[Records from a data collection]

◆ ◆ ◆ ◆ ◆ ◆ ◆

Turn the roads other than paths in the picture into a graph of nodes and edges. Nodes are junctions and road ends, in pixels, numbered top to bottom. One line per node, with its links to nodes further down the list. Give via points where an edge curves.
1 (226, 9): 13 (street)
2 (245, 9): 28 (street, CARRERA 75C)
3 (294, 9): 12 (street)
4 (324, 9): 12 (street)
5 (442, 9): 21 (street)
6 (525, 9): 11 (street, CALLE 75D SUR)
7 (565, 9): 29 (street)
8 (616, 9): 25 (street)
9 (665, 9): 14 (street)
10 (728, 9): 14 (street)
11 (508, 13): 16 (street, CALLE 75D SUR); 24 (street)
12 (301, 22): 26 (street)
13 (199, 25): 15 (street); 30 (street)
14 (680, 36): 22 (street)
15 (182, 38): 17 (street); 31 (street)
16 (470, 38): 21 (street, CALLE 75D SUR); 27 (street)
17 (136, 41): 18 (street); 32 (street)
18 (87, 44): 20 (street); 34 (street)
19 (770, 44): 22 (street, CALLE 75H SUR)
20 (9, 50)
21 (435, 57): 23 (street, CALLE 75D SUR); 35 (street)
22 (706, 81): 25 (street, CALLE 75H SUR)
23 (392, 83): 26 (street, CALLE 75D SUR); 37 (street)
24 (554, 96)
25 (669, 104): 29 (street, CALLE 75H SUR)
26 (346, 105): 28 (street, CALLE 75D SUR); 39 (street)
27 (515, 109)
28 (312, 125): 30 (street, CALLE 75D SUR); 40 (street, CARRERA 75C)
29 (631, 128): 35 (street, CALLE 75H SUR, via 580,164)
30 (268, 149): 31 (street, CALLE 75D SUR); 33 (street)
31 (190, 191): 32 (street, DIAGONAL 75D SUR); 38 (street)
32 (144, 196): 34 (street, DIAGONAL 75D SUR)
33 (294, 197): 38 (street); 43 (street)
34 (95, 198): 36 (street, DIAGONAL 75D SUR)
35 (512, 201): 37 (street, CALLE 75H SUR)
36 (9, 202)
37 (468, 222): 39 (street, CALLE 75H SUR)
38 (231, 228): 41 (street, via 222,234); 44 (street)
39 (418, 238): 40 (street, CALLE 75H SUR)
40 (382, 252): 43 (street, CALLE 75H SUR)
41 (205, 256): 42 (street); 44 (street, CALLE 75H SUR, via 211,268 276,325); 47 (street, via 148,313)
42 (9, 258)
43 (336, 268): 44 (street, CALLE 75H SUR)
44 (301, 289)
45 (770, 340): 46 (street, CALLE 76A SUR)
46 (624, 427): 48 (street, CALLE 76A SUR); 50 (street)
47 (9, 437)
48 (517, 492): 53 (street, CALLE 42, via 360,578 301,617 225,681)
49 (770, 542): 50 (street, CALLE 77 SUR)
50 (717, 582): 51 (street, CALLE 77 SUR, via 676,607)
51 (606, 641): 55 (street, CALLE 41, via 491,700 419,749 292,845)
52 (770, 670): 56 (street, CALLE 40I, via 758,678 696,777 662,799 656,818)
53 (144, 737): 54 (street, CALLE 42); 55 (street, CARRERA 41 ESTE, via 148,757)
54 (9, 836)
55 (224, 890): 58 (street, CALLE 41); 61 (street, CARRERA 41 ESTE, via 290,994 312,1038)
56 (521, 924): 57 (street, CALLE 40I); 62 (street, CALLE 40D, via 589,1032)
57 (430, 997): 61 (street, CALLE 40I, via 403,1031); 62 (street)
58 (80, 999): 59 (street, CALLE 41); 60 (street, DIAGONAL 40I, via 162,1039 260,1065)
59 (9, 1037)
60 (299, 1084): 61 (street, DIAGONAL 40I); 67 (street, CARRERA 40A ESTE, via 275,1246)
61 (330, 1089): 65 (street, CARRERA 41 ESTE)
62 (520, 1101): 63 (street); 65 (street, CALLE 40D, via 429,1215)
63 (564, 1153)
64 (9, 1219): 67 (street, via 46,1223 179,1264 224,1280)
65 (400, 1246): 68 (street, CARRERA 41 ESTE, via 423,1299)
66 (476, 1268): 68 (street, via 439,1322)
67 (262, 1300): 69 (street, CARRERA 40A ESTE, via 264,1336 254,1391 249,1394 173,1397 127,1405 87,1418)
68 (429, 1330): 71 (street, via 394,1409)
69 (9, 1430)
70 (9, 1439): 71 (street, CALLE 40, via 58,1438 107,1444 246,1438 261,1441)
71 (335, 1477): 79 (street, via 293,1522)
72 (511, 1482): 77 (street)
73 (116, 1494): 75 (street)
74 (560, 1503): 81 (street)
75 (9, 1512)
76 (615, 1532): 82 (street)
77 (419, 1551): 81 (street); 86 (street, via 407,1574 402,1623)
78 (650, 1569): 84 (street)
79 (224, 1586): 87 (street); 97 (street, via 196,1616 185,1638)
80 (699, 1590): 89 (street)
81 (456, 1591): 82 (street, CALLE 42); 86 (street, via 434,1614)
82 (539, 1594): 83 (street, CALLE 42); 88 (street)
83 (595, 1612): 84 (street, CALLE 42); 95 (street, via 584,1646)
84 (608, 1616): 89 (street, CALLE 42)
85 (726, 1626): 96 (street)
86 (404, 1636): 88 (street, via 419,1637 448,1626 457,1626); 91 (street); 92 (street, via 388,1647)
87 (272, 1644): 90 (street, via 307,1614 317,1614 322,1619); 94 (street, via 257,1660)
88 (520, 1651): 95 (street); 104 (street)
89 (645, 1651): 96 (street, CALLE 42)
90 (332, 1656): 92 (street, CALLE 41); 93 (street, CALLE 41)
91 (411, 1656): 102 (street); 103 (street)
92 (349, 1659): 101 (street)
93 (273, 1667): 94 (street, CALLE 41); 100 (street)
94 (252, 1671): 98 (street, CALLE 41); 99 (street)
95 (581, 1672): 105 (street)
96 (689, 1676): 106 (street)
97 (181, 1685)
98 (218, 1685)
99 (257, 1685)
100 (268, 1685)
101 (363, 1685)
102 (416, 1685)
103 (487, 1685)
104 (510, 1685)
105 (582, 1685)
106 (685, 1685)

◆ ◆ ◆ ◆ ◆ ◆ ◆

• _Your goal_: Repeat all the lines above verbatim.

• _Written solution_:
Turn the roads other than paths in the picture into a graph of nodes and edges. Nodes are junctions and road ends, in pixels, numbered top to bottom. One line per node, with its links to nodes further down the list. Give via points where an edge curves.
1 (226, 9): 13 (street)
2 (245, 9): 28 (street, CARRERA 75C)
3 (294, 9): 12 (street)
4 (324, 9): 12 (street)
5 (442, 9): 21 (street)
6 (525, 9): 11 (street, CALLE 75D SUR)
7 (565, 9): 29 (street)
8 (616, 9): 25 (street)
9 (665, 9): 14 (street)
10 (728, 9): 14 (street)
11 (508, 13): 16 (street, CALLE 75D SUR); 24 (street)
12 (301, 22): 26 (street)
13 (199, 25): 15 (street); 30 (street)
14 (680, 36): 22 (street)
15 (182, 38): 17 (street); 31 (street)
16 (470, 38): 21 (street, CALLE 75D SUR); 27 (street)
17 (136, 41): 18 (street); 32 (street)
18 (87, 44): 20 (street); 34 (street)
19 (770, 44): 22 (street, CALLE 75H SUR)
20 (9, 50)
21 (435, 57): 23 (street, CALLE 75D SUR); 35 (street)
22 (706, 81): 25 (street, CALLE 75H SUR)
23 (392, 83): 26 (street, CALLE 75D SUR); 37 (street)
24 (554, 96)
25 (669, 104): 29 (street, CALLE 75H SUR)
26 (346, 105): 28 (street, CALLE 75D SUR); 39 (street)
27 (515, 109)
28 (312, 125): 30 (street, CALLE 75D SUR); 40 (street, CARRERA 75C)
29 (631, 128): 35 (street, CALLE 75H SUR, via 580,164)
30 (268, 149): 31 (street, CALLE 75D SUR); 33 (street)
31 (190, 191): 32 (street, DIAGONAL 75D SUR); 38 (street)
32 (144, 196): 34 (street, DIAGONAL 75D SUR)
33 (294, 197): 38 (street); 43 (street)
34 (95, 198): 36 (street, DIAGONAL 75D SUR)
35 (512, 201): 37 (street, CALLE 75H SUR)
36 (9, 202)
37 (468, 222): 39 (street, CALLE 75H SUR)
38 (231, 228): 41 (street, via 222,234); 44 (street)
39 (418, 238): 40 (street, CALLE 75H SUR)
40 (382, 252): 43 (street, CALLE 75H SUR)
41 (205, 256): 42 (street); 44 (street, CALLE 75H SUR, via 211,268 276,325); 47 (street, via 148,313)
42 (9, 258)
43 (336, 268): 44 (street, CALLE 75H SUR)
44 (301, 289)
45 (770, 340): 46 (street, CALLE 76A SUR)
46 (624, 427): 48 (street, CALLE 76A SUR); 50 (street)
47 (9, 437)
48 (517, 492): 53 (street, CALLE 42, via 360,578 301,617 225,681)
49 (770, 542): 50 (street, CALLE 77 SUR)
50 (717, 582): 51 (street, CALLE 77 SUR, via 676,607)
51 (606, 641): 55 (street, CALLE 41, via 491,700 419,749 292,845)
52 (770, 670): 56 (street, CALLE 40I, via 758,678 696,777 662,799 656,818)
53 (144, 737): 54 (street, CALLE 42); 55 (street, CARRERA 41 ESTE, via 148,757)
54 (9, 836)
55 (224, 890): 58 (street, CALLE 41); 61 (street, CARRERA 41 ESTE, via 290,994 312,1038)
56 (521, 924): 57 (street, CALLE 40I); 62 (street, CALLE 40D, via 589,1032)
57 (430, 997): 61 (street, CALLE 40I, via 403,1031); 62 (street)
58 (80, 999): 59 (street, CALLE 41); 60 (street, DIAGONAL 40I, via 162,1039 260,1065)
59 (9, 1037)
60 (299, 1084): 61 (street, DIAGONAL 40I); 67 (street, CARRERA 40A ESTE, via 275,1246)
61 (330, 1089): 65 (street, CARRERA 41 ESTE)
62 (520, 1101): 63 (street); 65 (street, CALLE 40D, via 429,1215)
63 (564, 1153)
64 (9, 1219): 67 (street, via 46,1223 179,1264 224,1280)
65 (400, 1246): 68 (street, CARRERA 41 ESTE, via 423,1299)
66 (476, 1268): 68 (street, via 439,1322)
67 (262, 1300): 69 (street, CARRERA 40A ESTE, via 264,1336 254,1391 249,1394 173,1397 127,1405 87,1418)
68 (429, 1330): 71 (street, via 394,1409)
69 (9, 1430)
70 (9, 1439): 71 (street, CALLE 40, via 58,1438 107,1444 246,1438 261,1441)
71 (335, 1477): 79 (street, via 293,1522)
72 (511, 1482): 77 (street)
73 (116, 1494): 75 (street)
74 (560, 1503): 81 (street)
75 (9, 1512)
76 (615, 1532): 82 (street)
77 (419, 1551): 81 (street); 86 (street, via 407,1574 402,1623)
78 (650, 1569): 84 (street)
79 (224, 1586): 87 (street); 97 (street, via 196,1616 185,1638)
80 (699, 1590): 89 (street)
81 (456, 1591): 82 (street, CALLE 42); 86 (street, via 434,1614)
82 (539, 1594): 83 (street, CALLE 42); 88 (street)
83 (595, 1612): 84 (street, CALLE 42); 95 (street, via 584,1646)
84 (608, 1616): 89 (street, CALLE 42)
85 (726, 1626): 96 (street)
86 (404, 1636): 88 (street, via 419,1637 448,1626 457,1626); 91 (street); 92 (street, via 388,1647)
87 (272, 1644): 90 (street, via 307,1614 317,1614 322,1619); 94 (street, via 257,1660)
88 (520, 1651): 95 (street); 104 (street)
89 (645, 1651): 96 (street, CALLE 42)
90 (332, 1656): 92 (street, CALLE 41); 93 (street, CALLE 41)
91 (411, 1656): 102 (street); 103 (street)
92 (349, 1659): 101 (street)
93 (273, 1667): 94 (street, CALLE 41); 100 (street)
94 (252, 1671): 98 (street, CALLE 41); 99 (street)
95 (581, 1672): 105 (street)
96 (689, 1676): 106 (street)
97 (181, 1685)
98 (218, 1685)
99 (257, 1685)
100 (268, 1685)
101 (363, 1685)
102 (416, 1685)
103 (487, 1685)
104 (510, 1685)
105 (582, 1685)
106 (685, 1685)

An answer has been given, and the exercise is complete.